▶ [Stored items]:
=== Begin Enclosure ===

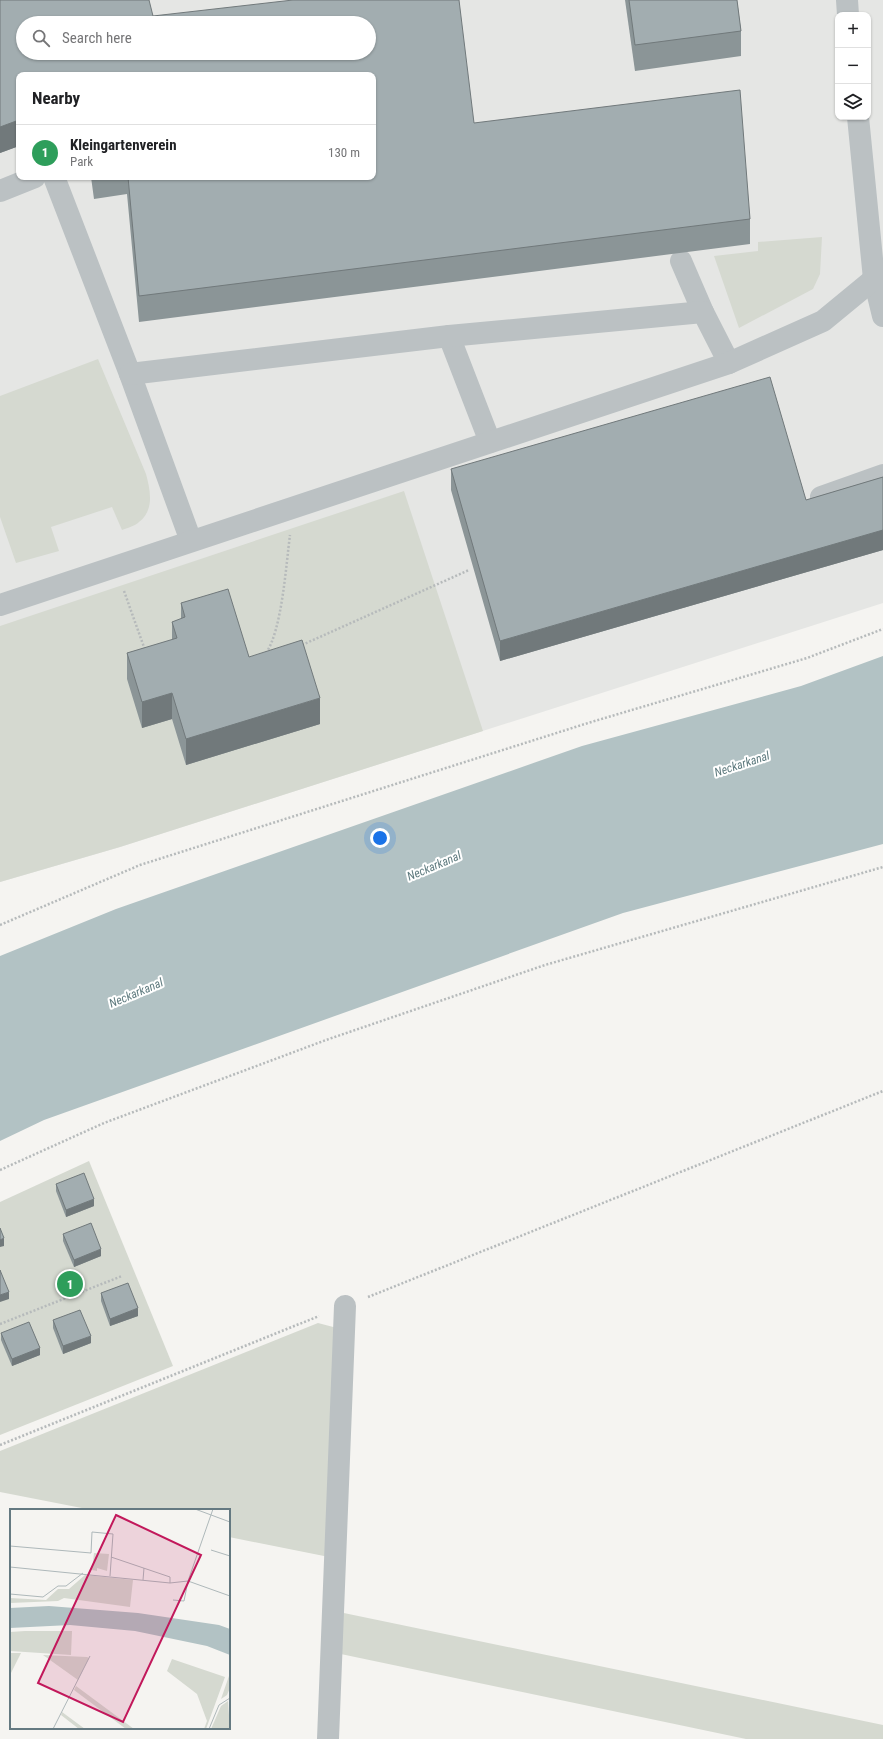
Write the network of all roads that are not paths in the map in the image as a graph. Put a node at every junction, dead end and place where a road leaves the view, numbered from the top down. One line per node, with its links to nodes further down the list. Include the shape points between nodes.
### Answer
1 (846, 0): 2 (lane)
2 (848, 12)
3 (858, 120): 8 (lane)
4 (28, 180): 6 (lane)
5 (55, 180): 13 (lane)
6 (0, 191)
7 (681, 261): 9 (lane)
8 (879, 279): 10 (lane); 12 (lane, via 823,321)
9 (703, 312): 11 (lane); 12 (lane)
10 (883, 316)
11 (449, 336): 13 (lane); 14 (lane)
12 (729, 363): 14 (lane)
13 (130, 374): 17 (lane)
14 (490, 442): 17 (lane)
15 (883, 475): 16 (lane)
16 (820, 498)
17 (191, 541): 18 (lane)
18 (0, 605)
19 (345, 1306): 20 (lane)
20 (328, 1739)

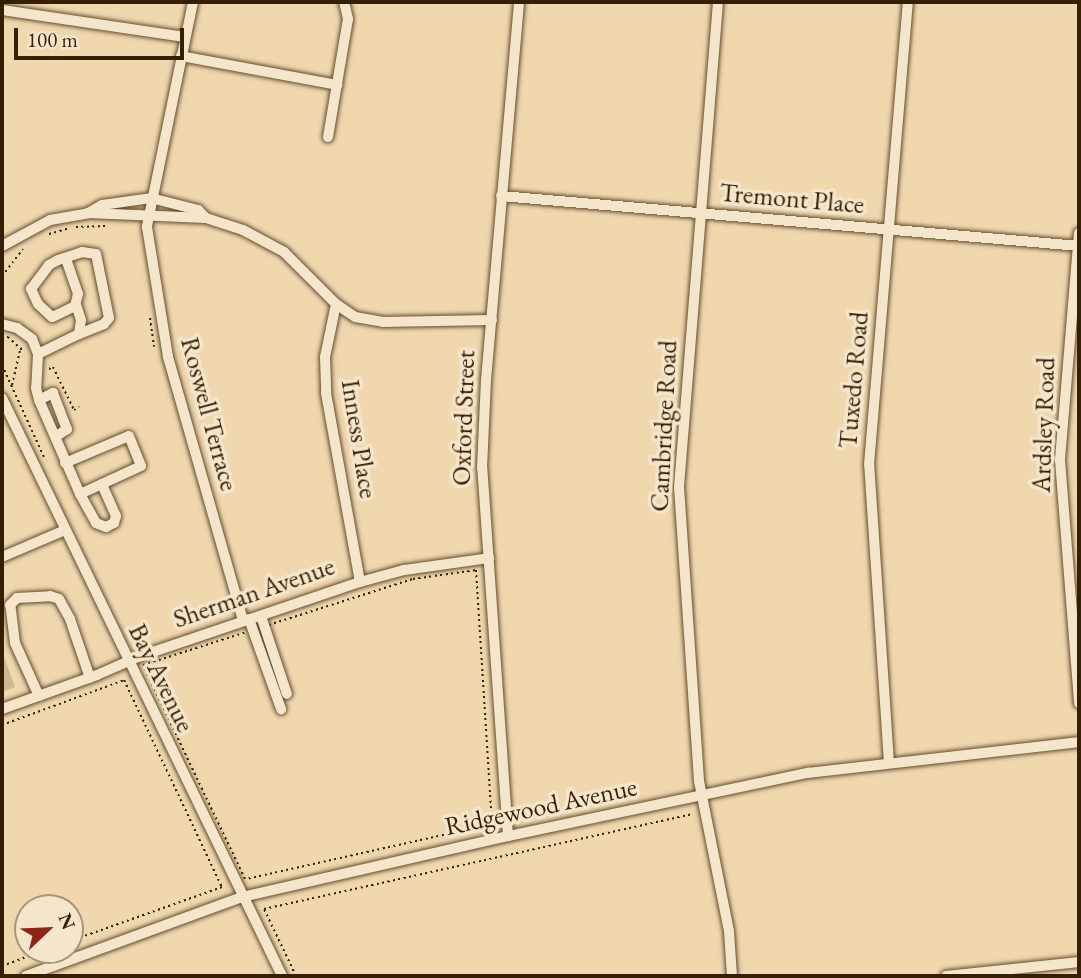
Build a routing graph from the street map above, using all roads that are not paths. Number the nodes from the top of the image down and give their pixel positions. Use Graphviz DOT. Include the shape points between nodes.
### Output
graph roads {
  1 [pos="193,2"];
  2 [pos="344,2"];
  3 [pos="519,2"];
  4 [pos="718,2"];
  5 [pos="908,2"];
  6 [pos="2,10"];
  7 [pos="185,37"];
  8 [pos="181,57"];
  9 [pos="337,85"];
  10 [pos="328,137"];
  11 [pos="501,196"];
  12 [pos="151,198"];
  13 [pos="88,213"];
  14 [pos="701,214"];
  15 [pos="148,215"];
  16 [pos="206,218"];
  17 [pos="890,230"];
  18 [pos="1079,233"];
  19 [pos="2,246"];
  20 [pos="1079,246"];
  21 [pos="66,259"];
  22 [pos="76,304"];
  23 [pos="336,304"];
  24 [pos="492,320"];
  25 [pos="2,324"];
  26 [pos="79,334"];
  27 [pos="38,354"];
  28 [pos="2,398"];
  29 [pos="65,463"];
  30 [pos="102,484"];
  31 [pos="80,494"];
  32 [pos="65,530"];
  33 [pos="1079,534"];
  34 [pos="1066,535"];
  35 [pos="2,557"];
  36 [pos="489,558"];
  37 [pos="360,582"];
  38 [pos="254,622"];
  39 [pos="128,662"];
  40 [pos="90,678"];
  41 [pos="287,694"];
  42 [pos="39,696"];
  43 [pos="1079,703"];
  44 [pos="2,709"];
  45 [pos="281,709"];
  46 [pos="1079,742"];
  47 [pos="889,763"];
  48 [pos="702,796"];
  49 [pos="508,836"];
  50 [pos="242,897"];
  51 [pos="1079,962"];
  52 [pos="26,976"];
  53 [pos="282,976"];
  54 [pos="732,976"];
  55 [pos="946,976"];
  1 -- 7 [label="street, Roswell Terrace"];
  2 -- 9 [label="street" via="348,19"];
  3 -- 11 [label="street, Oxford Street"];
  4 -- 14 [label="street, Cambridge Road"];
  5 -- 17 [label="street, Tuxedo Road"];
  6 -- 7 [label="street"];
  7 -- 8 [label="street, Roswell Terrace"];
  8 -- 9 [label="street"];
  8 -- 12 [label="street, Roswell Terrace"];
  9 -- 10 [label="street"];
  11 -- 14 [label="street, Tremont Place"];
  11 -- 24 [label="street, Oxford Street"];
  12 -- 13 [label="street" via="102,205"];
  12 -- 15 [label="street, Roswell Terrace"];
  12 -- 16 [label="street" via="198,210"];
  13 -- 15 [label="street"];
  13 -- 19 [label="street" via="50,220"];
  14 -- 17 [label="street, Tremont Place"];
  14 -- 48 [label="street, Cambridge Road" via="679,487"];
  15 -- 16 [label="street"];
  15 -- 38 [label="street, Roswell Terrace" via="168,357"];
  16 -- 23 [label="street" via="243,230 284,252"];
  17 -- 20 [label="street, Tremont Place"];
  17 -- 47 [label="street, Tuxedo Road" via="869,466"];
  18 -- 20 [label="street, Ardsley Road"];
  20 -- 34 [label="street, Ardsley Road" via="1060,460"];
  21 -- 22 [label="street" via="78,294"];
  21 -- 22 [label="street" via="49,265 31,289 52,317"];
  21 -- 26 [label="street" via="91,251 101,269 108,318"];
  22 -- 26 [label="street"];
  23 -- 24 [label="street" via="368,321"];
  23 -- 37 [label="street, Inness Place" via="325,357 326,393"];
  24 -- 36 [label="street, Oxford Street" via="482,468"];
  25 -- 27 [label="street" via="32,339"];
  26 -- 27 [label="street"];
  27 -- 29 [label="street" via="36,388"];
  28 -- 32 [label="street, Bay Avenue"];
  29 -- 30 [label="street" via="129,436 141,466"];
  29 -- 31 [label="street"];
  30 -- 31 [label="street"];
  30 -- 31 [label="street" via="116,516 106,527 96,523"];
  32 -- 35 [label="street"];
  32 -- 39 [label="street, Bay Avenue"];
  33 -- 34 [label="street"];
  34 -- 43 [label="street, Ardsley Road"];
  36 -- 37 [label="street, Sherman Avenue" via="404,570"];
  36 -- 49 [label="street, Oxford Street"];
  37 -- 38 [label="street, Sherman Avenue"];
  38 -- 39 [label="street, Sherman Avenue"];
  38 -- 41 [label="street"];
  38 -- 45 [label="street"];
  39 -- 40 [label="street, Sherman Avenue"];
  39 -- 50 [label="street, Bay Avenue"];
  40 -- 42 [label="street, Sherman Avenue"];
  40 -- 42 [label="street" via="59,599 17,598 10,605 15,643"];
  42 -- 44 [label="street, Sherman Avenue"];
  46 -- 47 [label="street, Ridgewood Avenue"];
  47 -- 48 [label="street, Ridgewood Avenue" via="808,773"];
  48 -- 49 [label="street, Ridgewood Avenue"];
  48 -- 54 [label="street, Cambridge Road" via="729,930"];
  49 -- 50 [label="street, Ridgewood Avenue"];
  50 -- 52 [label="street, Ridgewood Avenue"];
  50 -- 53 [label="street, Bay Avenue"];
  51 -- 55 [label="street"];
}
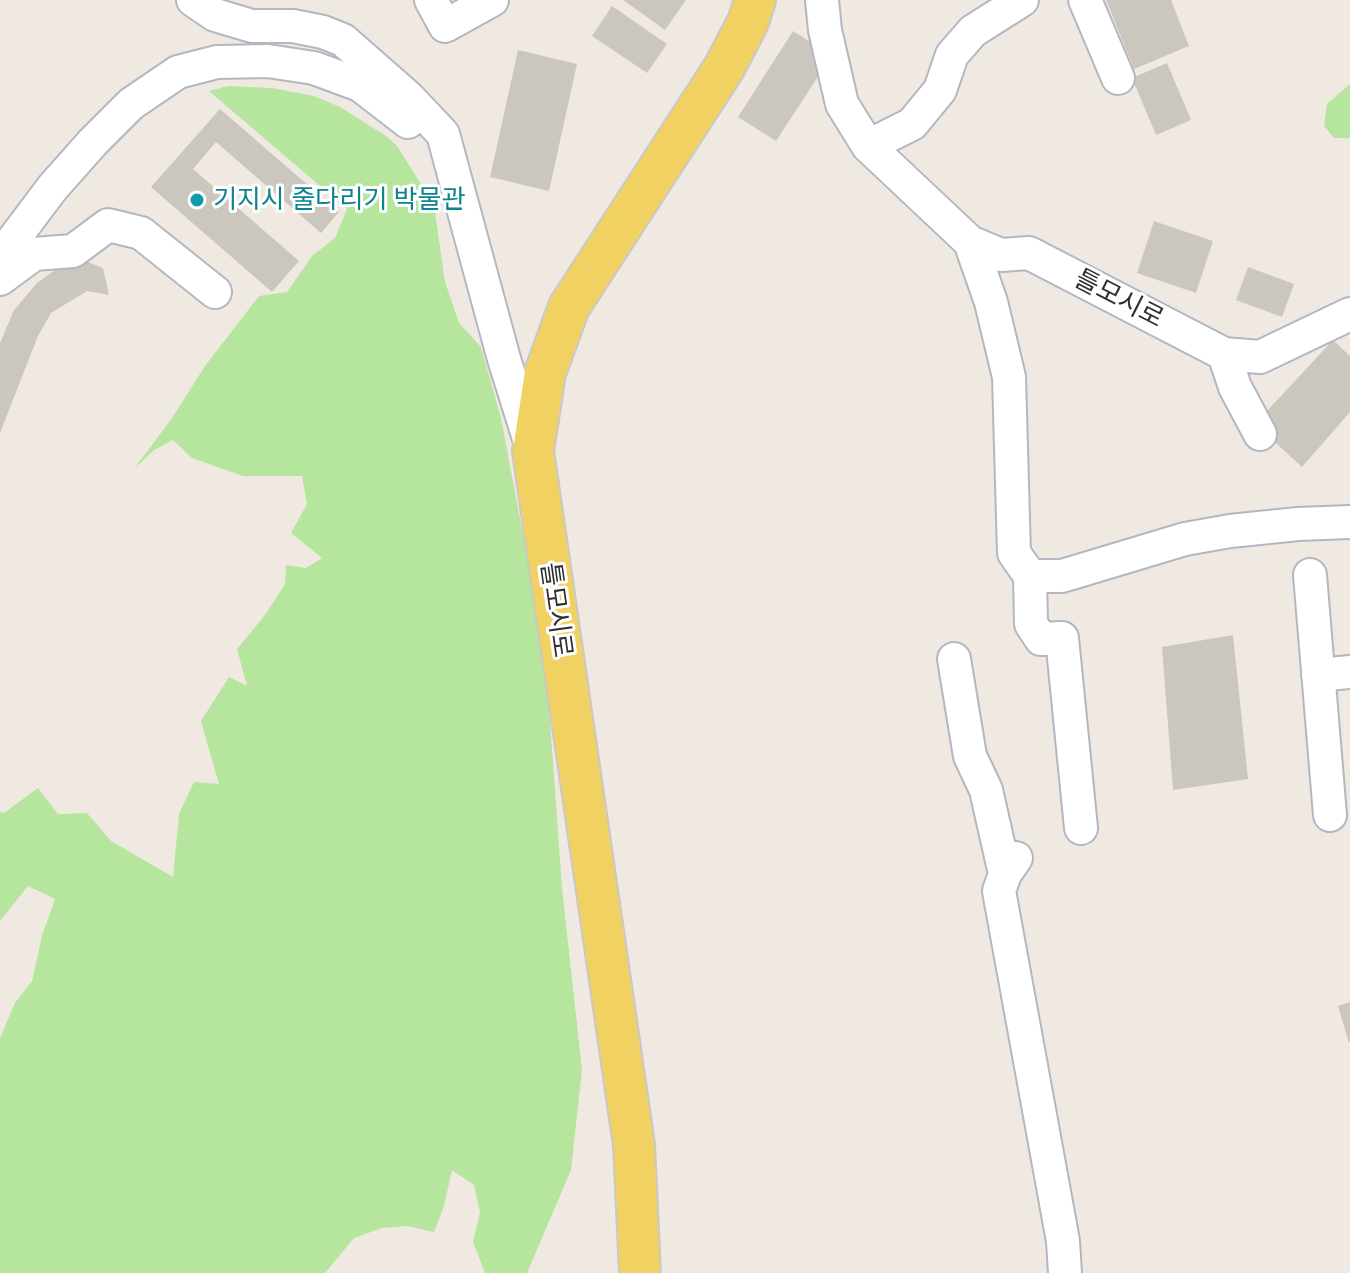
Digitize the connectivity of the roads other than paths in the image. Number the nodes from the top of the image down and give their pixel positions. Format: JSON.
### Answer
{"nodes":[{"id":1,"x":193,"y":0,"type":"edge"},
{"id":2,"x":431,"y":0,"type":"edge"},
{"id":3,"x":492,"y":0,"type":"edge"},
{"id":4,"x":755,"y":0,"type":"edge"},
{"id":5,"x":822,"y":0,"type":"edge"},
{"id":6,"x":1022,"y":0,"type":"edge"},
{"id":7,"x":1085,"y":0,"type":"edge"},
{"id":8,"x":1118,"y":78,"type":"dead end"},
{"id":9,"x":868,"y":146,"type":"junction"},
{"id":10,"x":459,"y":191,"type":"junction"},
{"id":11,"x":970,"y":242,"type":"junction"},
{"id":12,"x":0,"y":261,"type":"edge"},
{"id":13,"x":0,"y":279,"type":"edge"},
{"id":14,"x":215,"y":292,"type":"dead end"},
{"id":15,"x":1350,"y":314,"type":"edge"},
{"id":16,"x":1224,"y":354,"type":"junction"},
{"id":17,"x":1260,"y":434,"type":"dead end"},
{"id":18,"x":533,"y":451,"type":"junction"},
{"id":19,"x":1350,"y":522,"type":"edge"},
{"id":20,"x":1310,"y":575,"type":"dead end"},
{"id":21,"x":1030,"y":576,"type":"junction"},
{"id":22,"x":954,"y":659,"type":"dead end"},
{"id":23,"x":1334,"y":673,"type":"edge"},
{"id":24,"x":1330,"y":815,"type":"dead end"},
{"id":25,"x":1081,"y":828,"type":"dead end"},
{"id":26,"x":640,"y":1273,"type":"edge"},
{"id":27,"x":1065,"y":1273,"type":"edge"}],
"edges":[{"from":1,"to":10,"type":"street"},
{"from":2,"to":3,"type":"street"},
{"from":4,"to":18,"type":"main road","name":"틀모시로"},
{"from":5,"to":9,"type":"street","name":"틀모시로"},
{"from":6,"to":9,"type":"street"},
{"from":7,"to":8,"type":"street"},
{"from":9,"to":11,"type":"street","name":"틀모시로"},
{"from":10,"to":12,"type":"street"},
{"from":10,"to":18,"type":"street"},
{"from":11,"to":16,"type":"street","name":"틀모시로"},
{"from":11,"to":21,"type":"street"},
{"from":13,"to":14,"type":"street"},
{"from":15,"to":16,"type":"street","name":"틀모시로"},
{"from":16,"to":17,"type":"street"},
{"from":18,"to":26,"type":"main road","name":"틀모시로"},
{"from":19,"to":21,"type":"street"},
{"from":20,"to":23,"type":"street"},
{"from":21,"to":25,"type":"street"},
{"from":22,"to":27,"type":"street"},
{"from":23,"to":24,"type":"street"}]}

=== End Enclosure ===

▶ [Exercise instructions]: Which lines of the records above contain the word "Tuxedo"? Report each one.

▶ [Solution]:
  5 -- 17 [label="street, Tuxedo Road"];
  17 -- 47 [label="street, Tuxedo Road" via="869,466"];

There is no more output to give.